[Exercise data Boundary: Start]

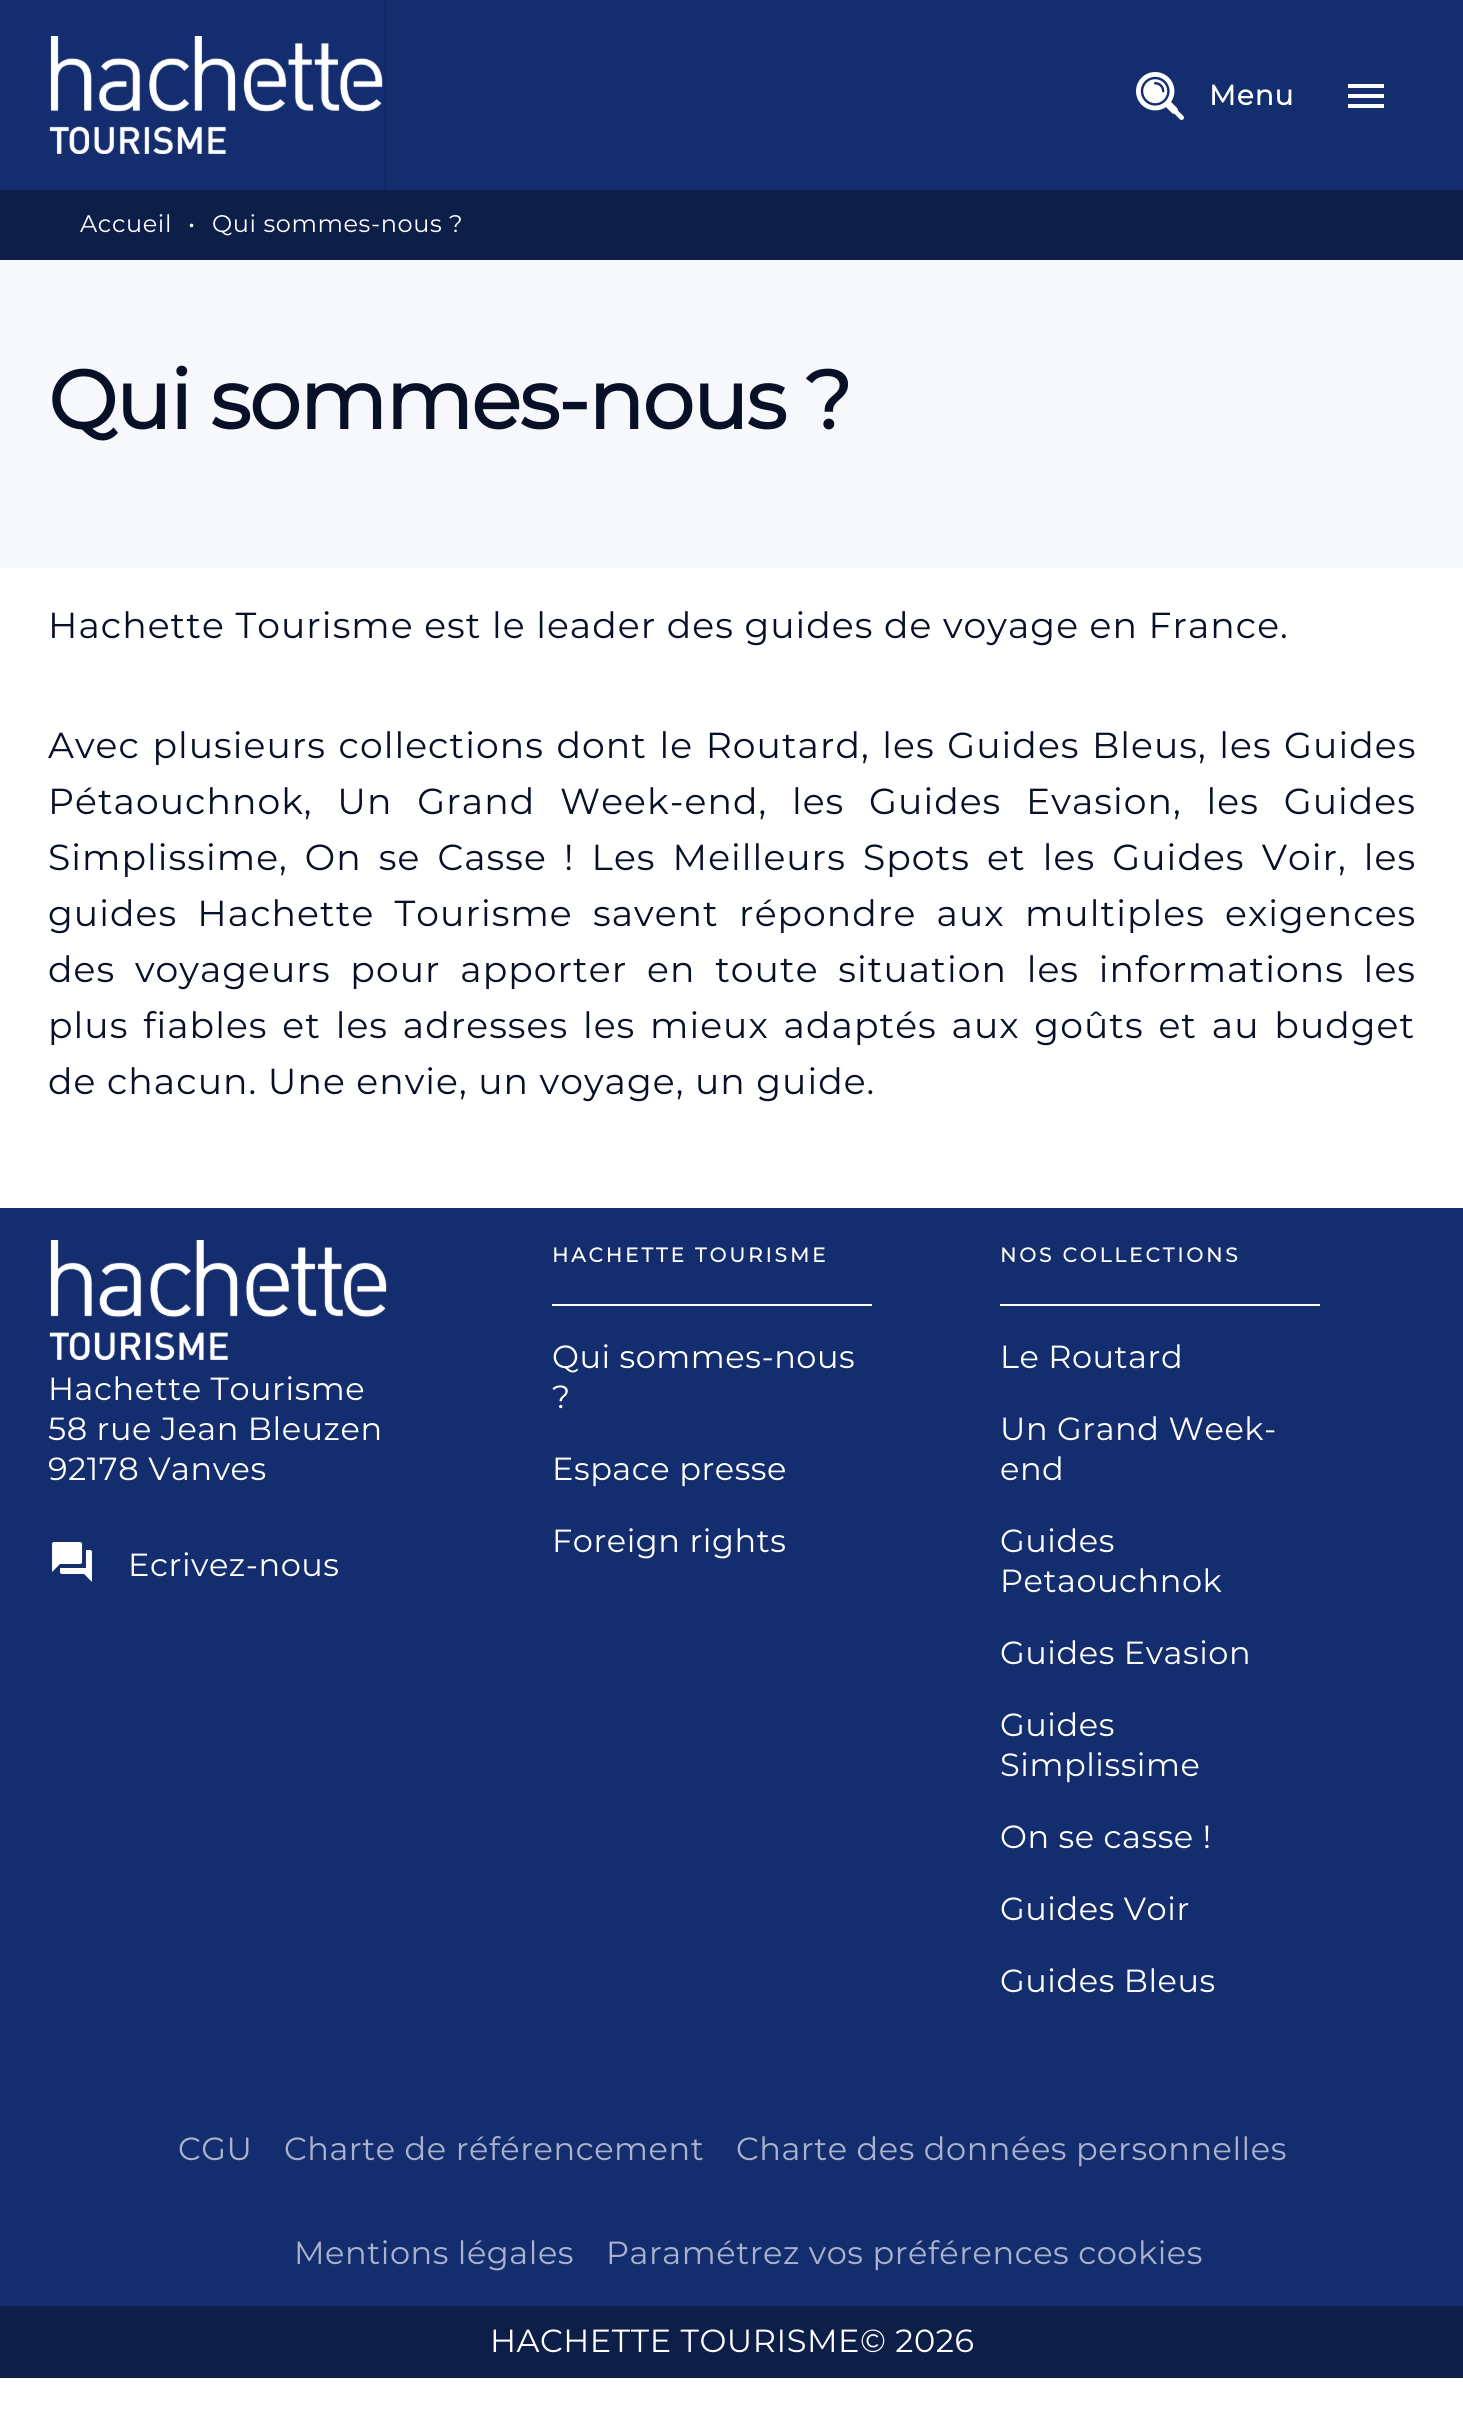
#include <cairo.h>
#include <math.h>
#include <stddef.h>


static void rgb(cairo_t *cr, int r, int g, int b)
{
	cairo_set_source_rgb(cr, r / 255.0, g / 255.0, b / 255.0);
}

static void face(cairo_t *cr, const char *family, double size, int italic, int bold)
{
	cairo_select_font_face(cr, family, italic ? CAIRO_FONT_SLANT_ITALIC : CAIRO_FONT_SLANT_NORMAL,
		bold ? CAIRO_FONT_WEIGHT_BOLD : CAIRO_FONT_WEIGHT_NORMAL);
	cairo_set_font_size(cr, size);
}

static void tracked(cairo_t *cr, double x, double y, const char *s, double letter, double word)
{
	cairo_move_to(cr, x, y);
	while (*s) {
		char ch[5] = {0};
		int n = 0;
		do ch[n++] = *s++; while ((*s & 0xC0) == 0x80);
		cairo_show_text(cr, ch);
		cairo_rel_move_to(cr, letter + word * (*ch == ' '), 0);
	}
}

static void rect(cairo_t *cr, double x, double y, double w, double h)
{
	cairo_rectangle(cr, x, y, w, h);
	cairo_fill(cr);
}

static void image(cairo_t *cr, const char *path, double x, double y, double w, double h)
{
	cairo_surface_t *image = cairo_image_surface_create_from_png(path);
	cairo_save(cr);
	cairo_set_source_surface(cr, image, x, y);
	cairo_rectangle(cr, x, y, w, h);
	cairo_fill(cr);
	cairo_restore(cr);
	cairo_surface_destroy(image);
}

static void draw(cairo_t *cr) {
	rgb(cr, 255, 255, 255);
	cairo_paint(cr);
	rgb(cr, 20, 45, 110);
	rect(cr, 0, 0, 1463, 190);
	rgb(cr, 18, 41, 101);
	rect(cr, 384, 0, 2, 190);
	image(cr, "image0.png", 49, 36, 334, 118);
	image(cr, "image1.png", 1136, 72, 48, 48);
	face(cr, "Montserrat", 28, 0, 1);
	rgb(cr, 255, 255, 255);
	tracked(cr, 1209, 105, "Menu", 1, 0);
	cairo_new_path(cr);
	cairo_move_to(cr, 1348, 84);
	cairo_line_to(cr, 1384, 84);
	cairo_line_to(cr, 1384, 88);
	cairo_line_to(cr, 1348, 88);
	cairo_close_path(cr);
	cairo_move_to(cr, 1348, 98);
	cairo_line_to(cr, 1348, 94);
	cairo_line_to(cr, 1384, 94);
	cairo_line_to(cr, 1384, 98);
	cairo_close_path(cr);
	cairo_move_to(cr, 1348, 108);
	cairo_line_to(cr, 1348, 104);
	cairo_line_to(cr, 1384, 104);
	cairo_line_to(cr, 1384, 108);
	cairo_close_path(cr);
	cairo_fill(cr);
	rgb(cr, 13, 30, 73);
	rect(cr, 0, 190, 1463, 70);
	face(cr, "Montserrat Thin", 24, 0, 0);
	rgb(cr, 255, 255, 255);
	tracked(cr, 80, 232, "Accueil", 0.6, 0);
	tracked(cr, 188, 232, "•", 1.05, 0);
	tracked(cr, 212, 232, "Qui sommes-nous ?", 0.6, 0);
	rgb(cr, 246, 248, 252);
	rect(cr, 0, 260, 1463, 308);
	face(cr, "Montserrat", 82.25, 0, 1);
	rgb(cr, 7, 16, 39);
	tracked(cr, 48, 429, "Qui sommes-nous ?", -1.4, 0);
	face(cr, "Montserrat Thin", 36.15, 0, 0);
	tracked(cr, 48, 638, "Hachette Tourisme est le leader des guides de voyage en France.", 1.05, 0);
	tracked(cr, 48, 758, "Avec plusieurs collections dont le Routard, les Guides Bleus, les Guides", 1.05, 2);
	tracked(cr, 48, 814, "Pétaouchnok, Un Grand Week-end, les Guides Evasion, les Guides", 1.05, 14.25);
	tracked(cr, 48, 870, "Simplissime, On se Casse ! Les Meilleurs Spots et les Guides Voir, les", 1.05, 6.6);
	tracked(cr, 48, 926, "guides Hachette Tourisme savent répondre aux multiples exigences", 1.05, 9.75);
	tracked(cr, 48, 982, "des voyageurs pour apporter en toute situation les informations les", 1.05, 9.25);
	tracked(cr, 48, 1038, "plus fiables et les adresses les mieux adaptés aux goûts et au budget", 1.05, 4.25);
	tracked(cr, 48, 1094, "de chacun. Une envie, un voyage, un guide.", 1.05, 0);
	rgb(cr, 20, 45, 110);
	rect(cr, 0, 1208, 1463, 1098);
	image(cr, "image2.png", 49, 1240, 338, 120);
	face(cr, "Montserrat Thin", 32, 0, 0);
	rgb(cr, 255, 255, 255);
	tracked(cr, 48, 1400, "Hachette Tourisme", 0.55, 0);
	tracked(cr, 48, 1440, "58 rue Jean Bleuzen", 0.55, 0);
	tracked(cr, 48, 1480, "92178 Vanves", 0.55, 0);
	image(cr, "image3.png", 52, 1542, 40, 40);
	tracked(cr, 128, 1576, "Ecrivez-nous", 0.55, 0);
	rect(cr, 552, 1304, 320, 2);
	face(cr, "Montserrat", 20, 0, 1);
	tracked(cr, 552, 1262, "HACHETTE TOURISME", 3, 0);
	face(cr, "Montserrat Thin", 32, 0, 0);
	tracked(cr, 552, 1368, "Qui sommes-nous", 0.55, 0);
	tracked(cr, 552, 1408, "?", 0.55, 0);
	tracked(cr, 552, 1480, "Espace presse", 0.55, 0);
	tracked(cr, 552, 1552, "Foreign rights", 0.55, 0);
	rect(cr, 1000, 1304, 320, 2);
	face(cr, "Montserrat", 20, 0, 1);
	tracked(cr, 1000, 1262, "NOS COLLECTIONS", 3, 0);
	face(cr, "Montserrat Thin", 32, 0, 0);
	tracked(cr, 1000, 1368, "Le Routard", 0.55, 0);
	tracked(cr, 1000, 1440, "Un Grand Week-", 0.55, 0);
	tracked(cr, 1000, 1480, "end", 0.55, 0);
	tracked(cr, 1000, 1552, "Guides", 0.55, 0);
	tracked(cr, 1000, 1592, "Petaouchnok", 0.55, 0);
	tracked(cr, 1000, 1664, "Guides Evasion", 0.55, 0);
	tracked(cr, 1000, 1736, "Guides", 0.55, 0);
	tracked(cr, 1000, 1776, "Simplissime", 0.55, 0);
	tracked(cr, 1000, 1848, "On se casse !", 0.55, 0);
	tracked(cr, 1000, 1920, "Guides Voir", 0.55, 0);
	tracked(cr, 1000, 1992, "Guides Bleus", 0.55, 0);
	rgb(cr, 170, 179, 203);
	tracked(cr, 178, 2160, "CGU", 0.55, 0);
	tracked(cr, 284, 2160, "Charte de référencement", 0.55, 0);
	tracked(cr, 736, 2160, "Charte des données personnelles", 0.55, 0);
	tracked(cr, 294, 2264, "Mentions légales", 0.55, 0);
	tracked(cr, 606, 2264, "Paramétrez vos préférences cookies", 0.55, 0);
	rgb(cr, 13, 30, 73);
	rect(cr, 0, 2306, 1463, 72);
	rgb(cr, 255, 255, 255);
	tracked(cr, 490, 2352, "HACHETTE TOURISME© 2026", 0.55, 0);
}

int main(void) {
	cairo_surface_t *surface = cairo_image_surface_create(CAIRO_FORMAT_RGB24, 1463, 2415);
	cairo_t *cr = cairo_create(surface);
	cairo_font_options_t *options = cairo_font_options_create();
	cairo_font_options_set_hint_metrics(options, CAIRO_HINT_METRICS_OFF);
	cairo_font_options_set_hint_style(options, CAIRO_HINT_STYLE_NONE);
	cairo_set_font_options(cr, options);
	cairo_set_miter_limit(cr, 4);
	draw(cr);
	cairo_surface_write_to_png(surface, "render.png");
	cairo_font_options_destroy(options);
	cairo_destroy(cr);
	cairo_surface_destroy(surface);
	return 0;
}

[Exercise data Boundary: End]

■ Work to be completed
The exercise is to copy out every line above that has the word "Week" in it.

■ Task solution
	tracked(cr, 48, 814, "Pétaouchnok, Un Grand Week-end, les Guides Evasion, les Guides", 1.05, 14.25);
	tracked(cr, 1000, 1440, "Un Grand Week-", 0.55, 0);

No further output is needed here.